Vote Buying in Ghana? What is the Surprise?
Why has a whole nation turned in hypocrites - making a normal way of political life of vote buying seem so surprising?
Allegations of vote buying and inducements dominated public discourse following the NDC parliamentary primary in Ayawaso East in the Greater Accra Region on 7 February 2026. Reports indicated that some delegates were allegedly given items such as television sets, boiled eggs, cash, and other goods to influence their votes—an act widely condemned by Ghanaians as corrupt and unethical. Predictably, the issue took center stage in Ghana’s trending political issues.
In response, both the Office of the Special Prosecutor (OSP) and the National Democratic Congress announced investigations into the matter. The President of the Republic, John Dramani Mahama, reportedly dismissed Baba Jamal, a contestant, from his position as Ambassador to Nigeria pending the outcome of these investigations.

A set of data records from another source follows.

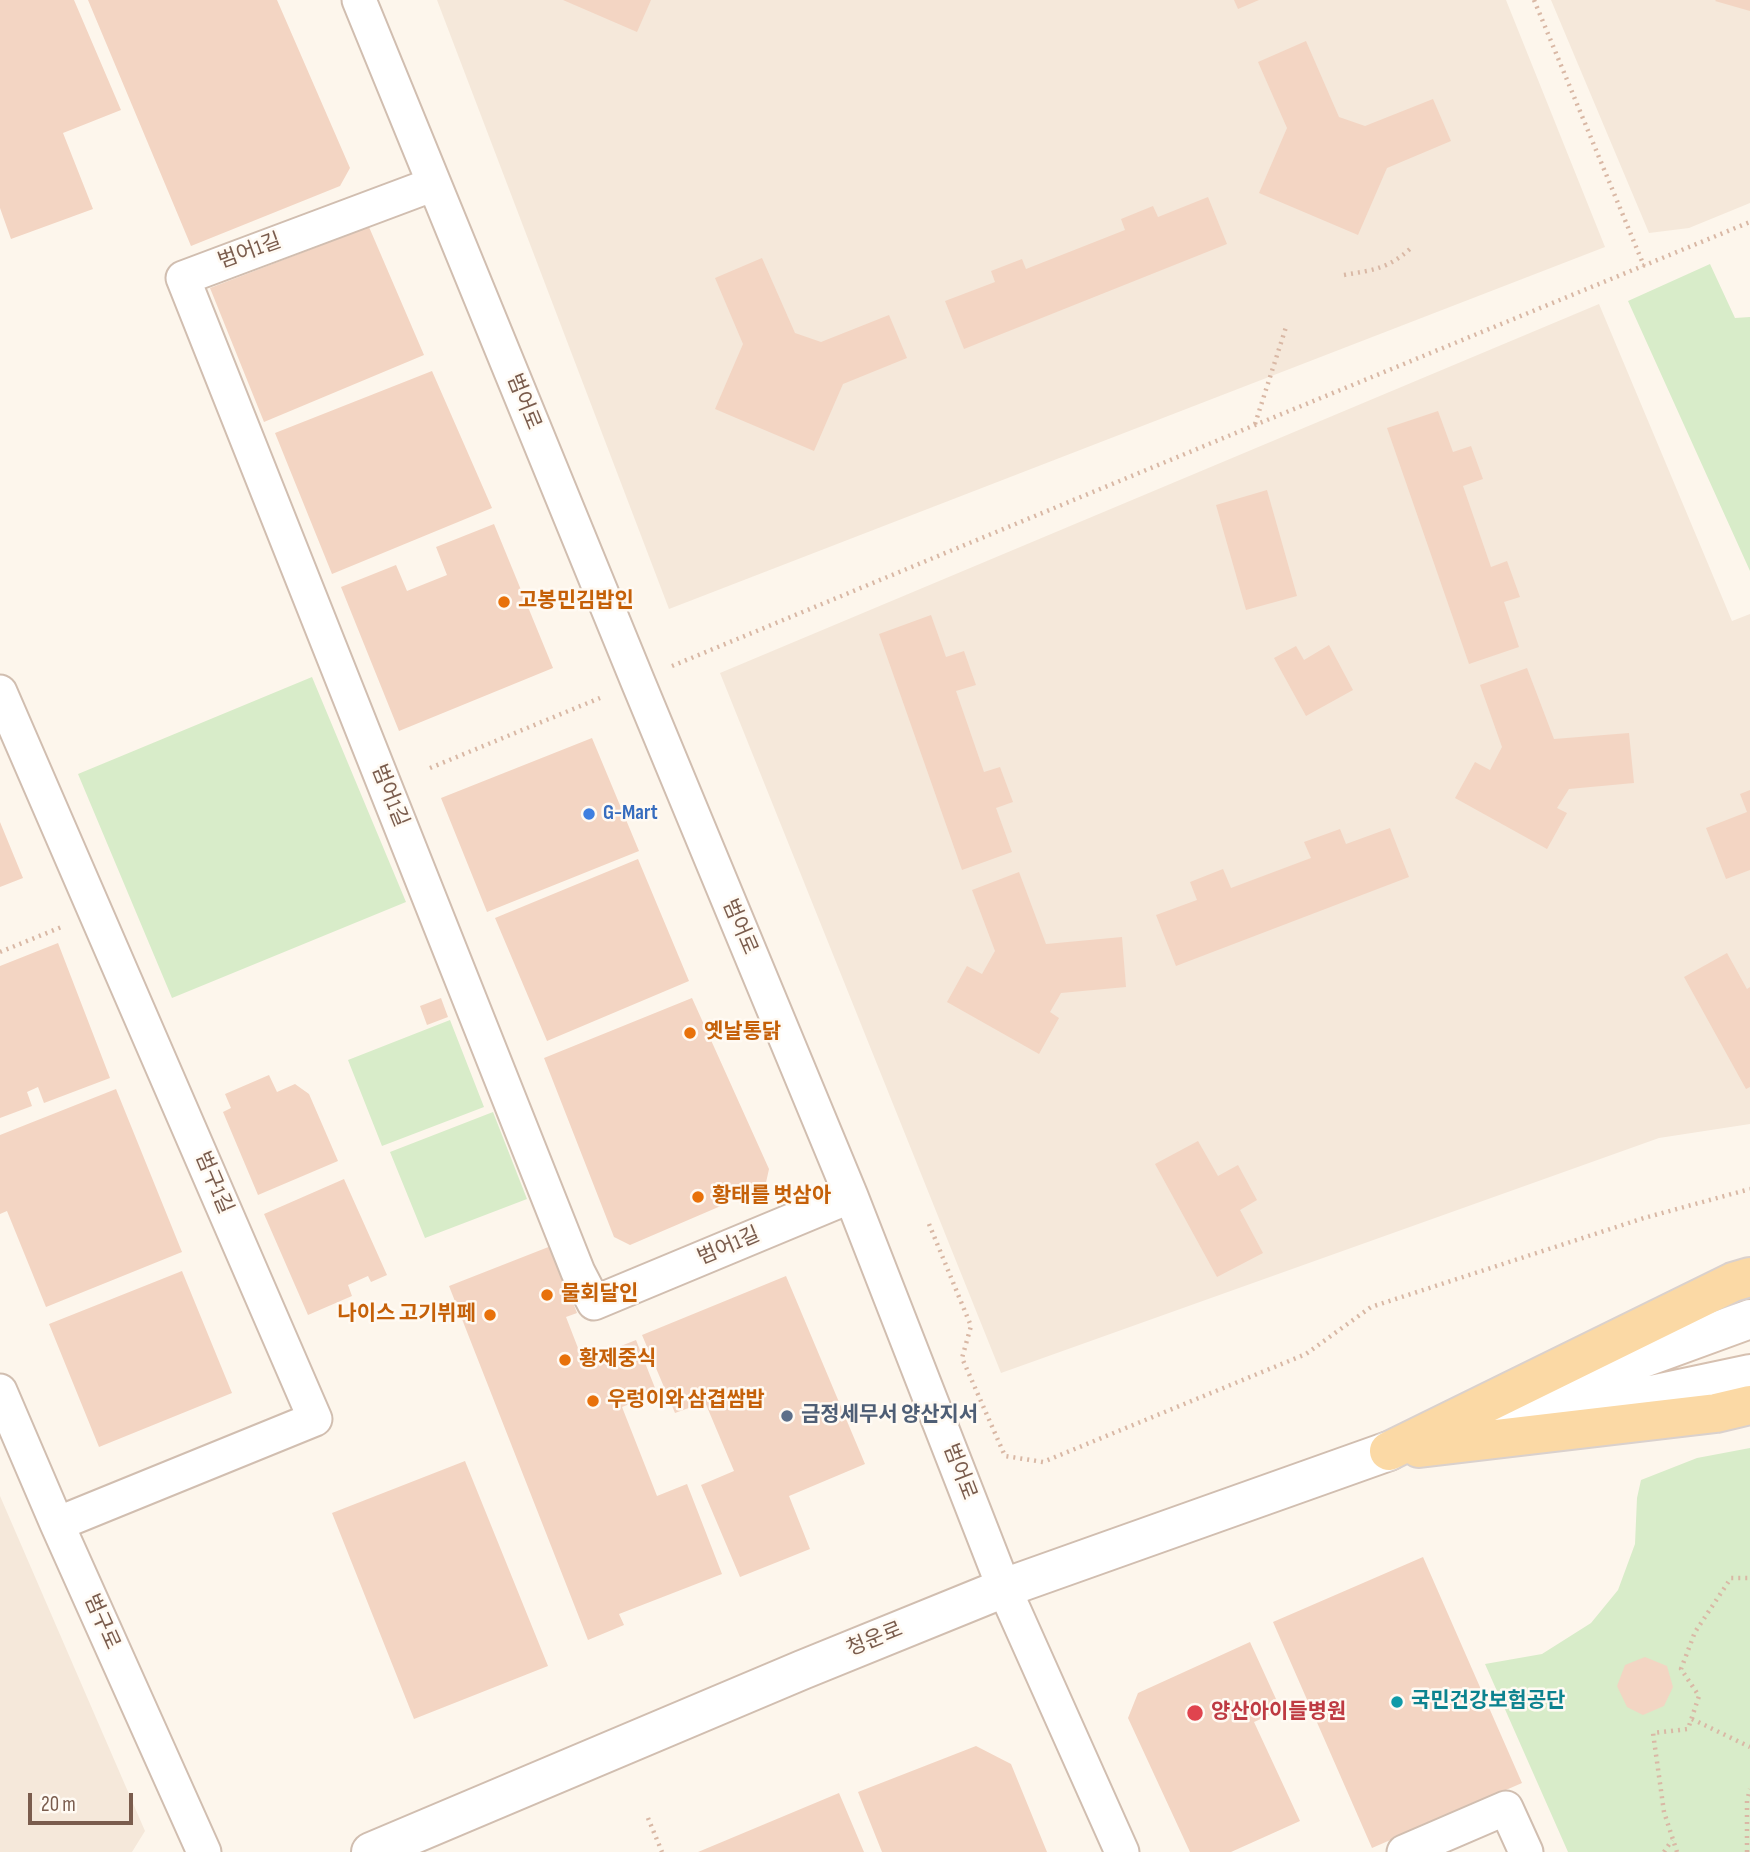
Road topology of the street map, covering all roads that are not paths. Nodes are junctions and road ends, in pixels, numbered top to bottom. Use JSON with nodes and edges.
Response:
{"nodes":[{"id":1,"x":359,"y":0,"type":"edge"},
{"id":2,"x":433,"y":184,"type":"junction"},
{"id":3,"x":0,"y":692,"type":"edge"},
{"id":4,"x":851,"y":1196,"type":"junction"},
{"id":5,"x":1750,"y":1278,"type":"edge"},
{"id":6,"x":1750,"y":1319,"type":"edge"},
{"id":7,"x":1750,"y":1374,"type":"edge"},
{"id":8,"x":0,"y":1391,"type":"edge"},
{"id":9,"x":1750,"y":1405,"type":"edge"},
{"id":10,"x":1389,"y":1451,"type":"junction"},
{"id":11,"x":57,"y":1524,"type":"junction"},
{"id":12,"x":1004,"y":1588,"type":"junction"},
{"id":13,"x":204,"y":1852,"type":"edge"},
{"id":14,"x":371,"y":1852,"type":"edge"},
{"id":15,"x":1122,"y":1852,"type":"edge"},
{"id":16,"x":1404,"y":1852,"type":"edge"},
{"id":17,"x":1526,"y":1852,"type":"edge"}],
"edges":[{"from":1,"to":2,"type":"street","name":"범어로"},
{"from":2,"to":4,"type":"street","name":"범어로"},
{"from":2,"to":4,"type":"street","name":"범어1길"},
{"from":3,"to":11,"type":"street","name":"범구1길"},
{"from":4,"to":12,"type":"street","name":"범어로"},
{"from":5,"to":10,"type":"main road"},
{"from":6,"to":10,"type":"street"},
{"from":7,"to":10,"type":"street"},
{"from":8,"to":11,"type":"street","name":"범구로"},
{"from":9,"to":10,"type":"main road"},
{"from":10,"to":12,"type":"street","name":"청운로"},
{"from":11,"to":13,"type":"street","name":"범구로"},
{"from":12,"to":14,"type":"street","name":"청운로"},
{"from":12,"to":15,"type":"street","name":"범어로"},
{"from":16,"to":17,"type":"street"}]}
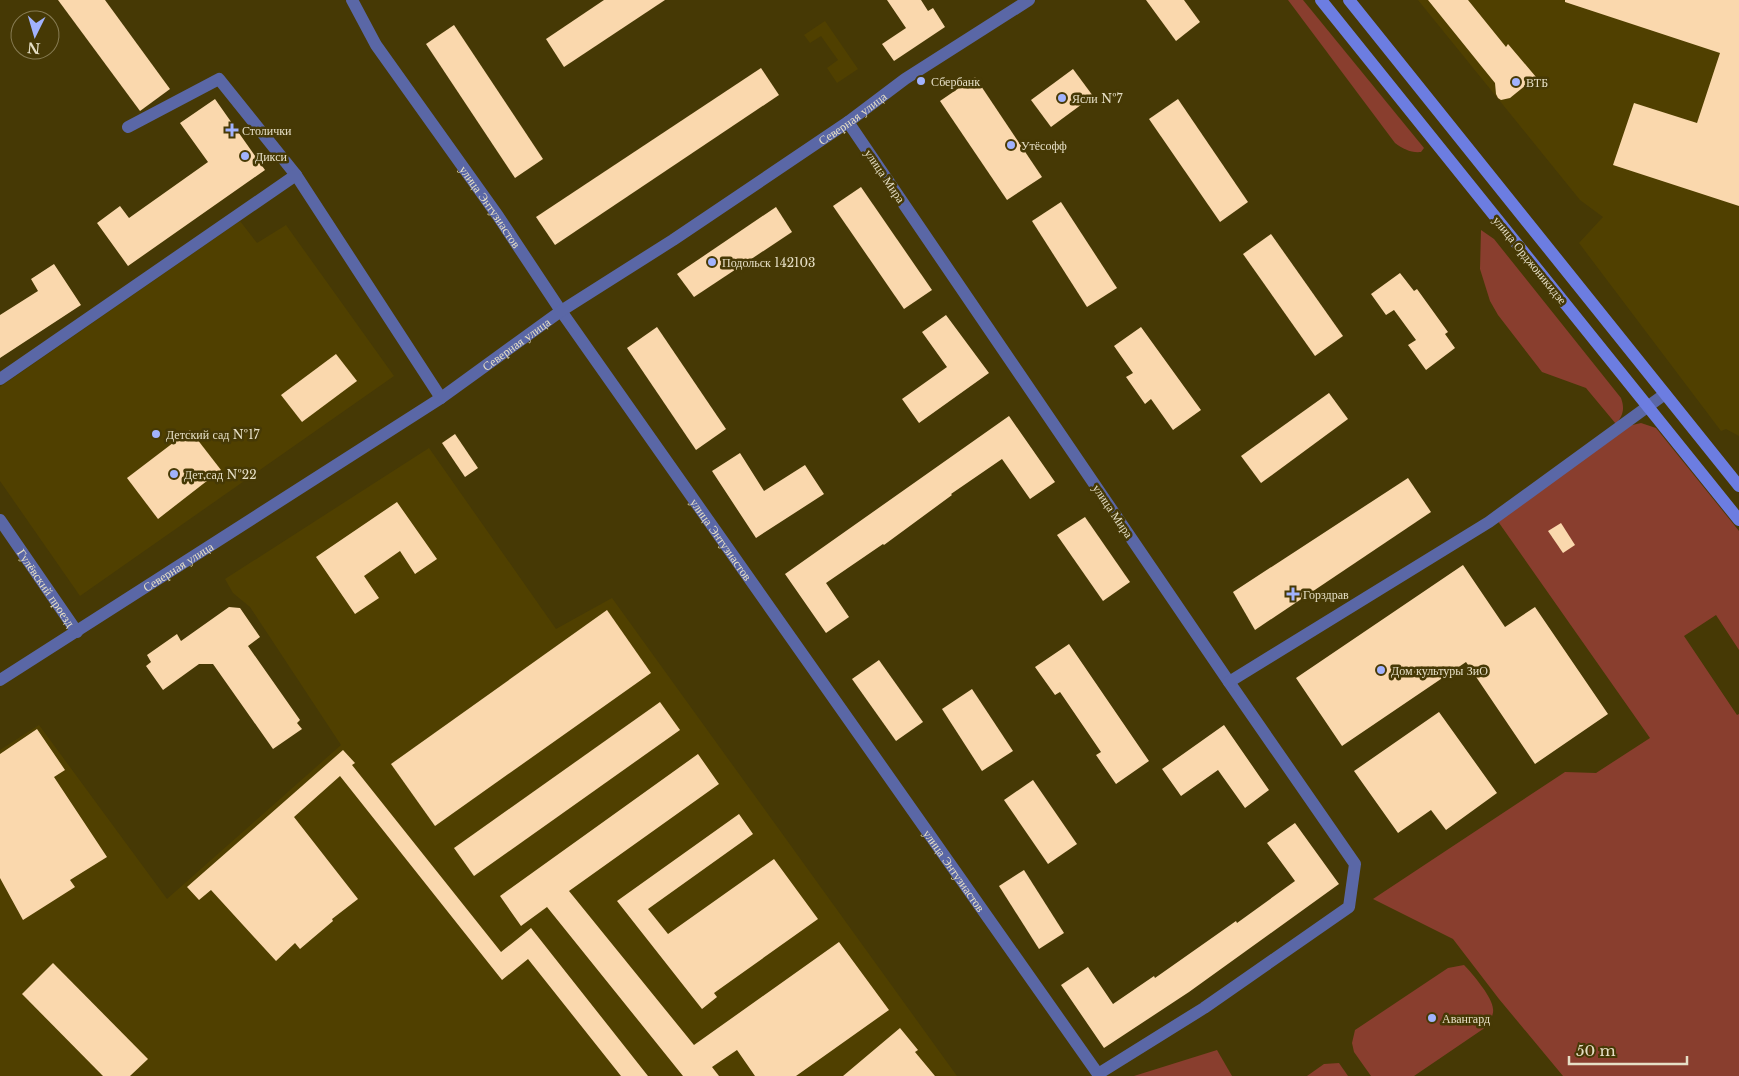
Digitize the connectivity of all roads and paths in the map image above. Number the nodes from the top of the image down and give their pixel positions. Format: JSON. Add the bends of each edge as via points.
{"nodes":[{"id":1,"x":352,"y":0,"type":"edge"},
{"id":2,"x":1029,"y":0,"type":"edge"},
{"id":3,"x":1321,"y":0,"type":"edge"},
{"id":4,"x":1349,"y":0,"type":"edge"},
{"id":5,"x":848,"y":122,"type":"junction"},
{"id":6,"x":128,"y":127,"type":"dead end"},
{"id":7,"x":296,"y":175,"type":"junction"},
{"id":8,"x":561,"y":311,"type":"junction"},
{"id":9,"x":0,"y":379,"type":"edge"},
{"id":10,"x":1664,"y":394,"type":"junction"},
{"id":11,"x":441,"y":398,"type":"junction"},
{"id":12,"x":1648,"y":406,"type":"junction"},
{"id":13,"x":1738,"y":484,"type":"edge"},
{"id":14,"x":0,"y":520,"type":"edge"},
{"id":15,"x":1739,"y":520,"type":"edge"},
{"id":16,"x":77,"y":632,"type":"junction"},
{"id":17,"x":0,"y":680,"type":"edge"},
{"id":18,"x":1228,"y":682,"type":"junction"},
{"id":19,"x":1349,"y":906,"type":"joint"}],
"edges":[{"from":1,"to":8,"type":"street","name":"улица Энтузиастов","via":[[376,45],[498,216]]},
{"from":2,"to":5,"type":"street","name":"Северная улица","via":[[905,80]]},
{"from":3,"to":12,"type":"main road","name":"улица Орджоникидзе"},
{"from":4,"to":10,"type":"main road","name":"улица Орджоникидзе"},
{"from":5,"to":8,"type":"street","name":"Северная улица"},
{"from":5,"to":18,"type":"street","name":"улица Мира"},
{"from":6,"to":7,"type":"street","via":[[218,79]]},
{"from":7,"to":9,"type":"street"},
{"from":7,"to":11,"type":"street"},
{"from":8,"to":11,"type":"street","name":"Северная улица"},
{"from":8,"to":19,"type":"street","name":"улица Энтузиастов","via":[[1098,1074],[1204,1008]]},
{"from":10,"to":12,"type":"street"},
{"from":10,"to":13,"type":"main road","name":"улица Орджоникидзе"},
{"from":11,"to":16,"type":"street","name":"Северная улица"},
{"from":12,"to":15,"type":"main road","name":"улица Орджоникидзе"},
{"from":12,"to":18,"type":"street","via":[[1489,522]]},
{"from":14,"to":16,"type":"street","name":"Гулёвский проезд"},
{"from":16,"to":17,"type":"street","name":"Северная улица"},
{"from":18,"to":19,"type":"street","name":"улица Мира","via":[[1355,864]]}]}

Frankly, this entire episode is one of the most laughable and theatrical moments in Ghana’s political history—both at the party level and at the national level. The sudden moral outrage has exposed a hard truth: Ghanaians are pretending to be shocked by something that has been normalized for decades. The idea that vote buying is a new phenomenon in Ghana is not just dishonest; it is insulting to the intelligence of the people.
It is disheartening that practices we have tolerated for years are suddenly treated as aberrations simply because they have become politically inconvenient. This is how elections have been conducted in Ghana for as long as many of us can remember. Yet we act surprised—loudly, publicly, and selectively.
The hypocrisy of Ghana’s political leadership is especially troubling. Our leaders pretend not to understand what is happening in the country, even though they are often the architects and beneficiaries of the very system. If vote buying is indeed a crime—and I firmly believe it is—then why does even a newborn baby knows that almost every election in Ghana is influenced by money or inducements of some kind. Sometimes it is cash. Other times it comes disguised as “kindness”: promises of future jobs, contracts, appointments, or political favors.
At the level of general elections, this reality is even more obvious. I have voted countless times and I have consistently witnessed politicians distributing money, household items, and other goods simply to secure votes. In Ghana, if you do not pay—let me repeat—if you do not pay, you will not win. That is the system we have built and normalized.
Poverty, deliberately created and sustained by political leadership and societal complacency, has turned elections into survival opportunities for many voters. Delegates and ordinary citizens alike see elections as their one chance to extract something—anything—from a system that has otherwise failed them. That is why people only show interest when money is involved. Hopeson Adorye explained this reality clearly and unapologetically during an interview on Joy News and he is just being frank.
So is it not deeply hypocritical for President John Dramani Mahama to take action against current culprits when he, like many leaders in both the NDC and the NPP, has been complicit in these same practices throughout their political career?
Let me give one example. During the 2012 general elections, under the NDC government led by John Mahama, reports emerged of Kia Picanto vehicles being distributed to students—particularly female students—as a strategy to influence votes. This was widely covered by the media. I was a student at the University of Ghana at the time, and I personally witnessed aspects of this practice.
Over the years, I have closely followed Ghanaian politics. I have seen money, rice, machetes, cooking oil, solar lamps, and countless other items distributed to voters in cities and villages alike—all in the name of securing votes. These acts are not limited to one party. They were carried out by both the NPP and the NDC at every level of elections. Vote buying is not new in Ghana. It is routine.
What should concern us most is what this system produces. Political parties that spend obscene amounts of money to win power inevitably become corrupt once elected. They must recoup their “investment.” There is no free lunch. This explains why many of our leaders show little genuine concern for national development. Politics in Ghana has become a business venture, not a public service. That is why politicians are often wealthier than the business people who actually create value.
To the OSP, the NDC, and other groups suddenly calling for investigations: enough of the eye service. Stop wasting taxpayers’ money on performative exercises meant to score public approval when you know very well that nothing meaningful will come of them.
If Ghana were serious about ending vote buying, these acts would be classified as serious crimes punishable by mandatory jail terms at all levels. That is the only deterrent that works. But we all know why this will never happen: the same leaders who would be responsible for passing such laws are the same people who benefit from violating them. Are they not the same people who need to enforce it?
As I have said repeatedly, the so called democratic and political systems handed to us by your colonial masters were never designed to liberate or uplift you. They were designed to divide, weaken, and stall your development. This ongoing farce around vote buying is yet another reminder that western democratic system is failing us —just as it was designed to.